** Supplied material follows **
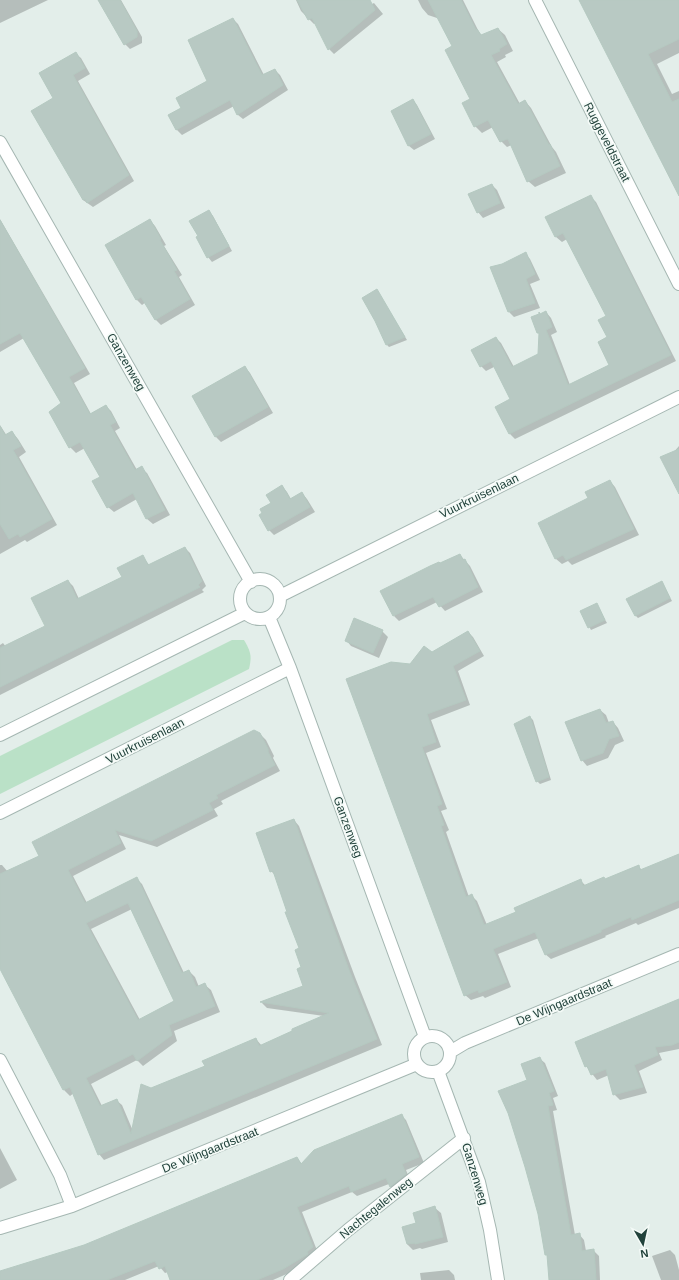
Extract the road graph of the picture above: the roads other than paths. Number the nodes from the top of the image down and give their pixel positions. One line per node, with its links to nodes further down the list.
1 (535, 0): 3 (street, Ruggeveldstraat)
2 (0, 142): 5 (street, Ganzenweg)
3 (679, 284)
4 (679, 397): 6 (street, Vuurkruisenlaan)
5 (251, 582): 6 (street); 7 (street)
6 (280, 596): 8 (street)
7 (245, 613): 8 (street); 10 (street)
8 (269, 617): 9 (street, Ganzenweg)
9 (290, 668): 11 (street, Vuurkruisenlaan); 13 (street, Ganzenweg)
10 (0, 735)
11 (0, 813)
12 (679, 954): 14 (street, De Wijngaardstraat)
13 (425, 1037): 14 (street); 16 (street)
14 (450, 1052): 17 (street)
15 (0, 1060): 19 (street)
16 (417, 1064): 17 (street); 19 (street, De Wijngaardstraat)
17 (438, 1071): 18 (street, Ganzenweg)
18 (464, 1138): 21 (street, Nachtegalenweg); 22 (street, Ganzenweg)
19 (72, 1206): 20 (street, De Wijngaardstraat)
20 (0, 1228)
21 (290, 1280)
22 (498, 1280)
** End of Supplied material **
The problem →
The required output is each line above restated verbatim, with all images omitted.

Solved exercise →
Extract the road graph of the picture above: the roads other than paths. Number the nodes from the top of the image down and give their pixel positions. One line per node, with its links to nodes further down the list.
1 (535, 0): 3 (street, Ruggeveldstraat)
2 (0, 142): 5 (street, Ganzenweg)
3 (679, 284)
4 (679, 397): 6 (street, Vuurkruisenlaan)
5 (251, 582): 6 (street); 7 (street)
6 (280, 596): 8 (street)
7 (245, 613): 8 (street); 10 (street)
8 (269, 617): 9 (street, Ganzenweg)
9 (290, 668): 11 (street, Vuurkruisenlaan); 13 (street, Ganzenweg)
10 (0, 735)
11 (0, 813)
12 (679, 954): 14 (street, De Wijngaardstraat)
13 (425, 1037): 14 (street); 16 (street)
14 (450, 1052): 17 (street)
15 (0, 1060): 19 (street)
16 (417, 1064): 17 (street); 19 (street, De Wijngaardstraat)
17 (438, 1071): 18 (street, Ganzenweg)
18 (464, 1138): 21 (street, Nachtegalenweg); 22 (street, Ganzenweg)
19 (72, 1206): 20 (street, De Wijngaardstraat)
20 (0, 1228)
21 (290, 1280)
22 (498, 1280)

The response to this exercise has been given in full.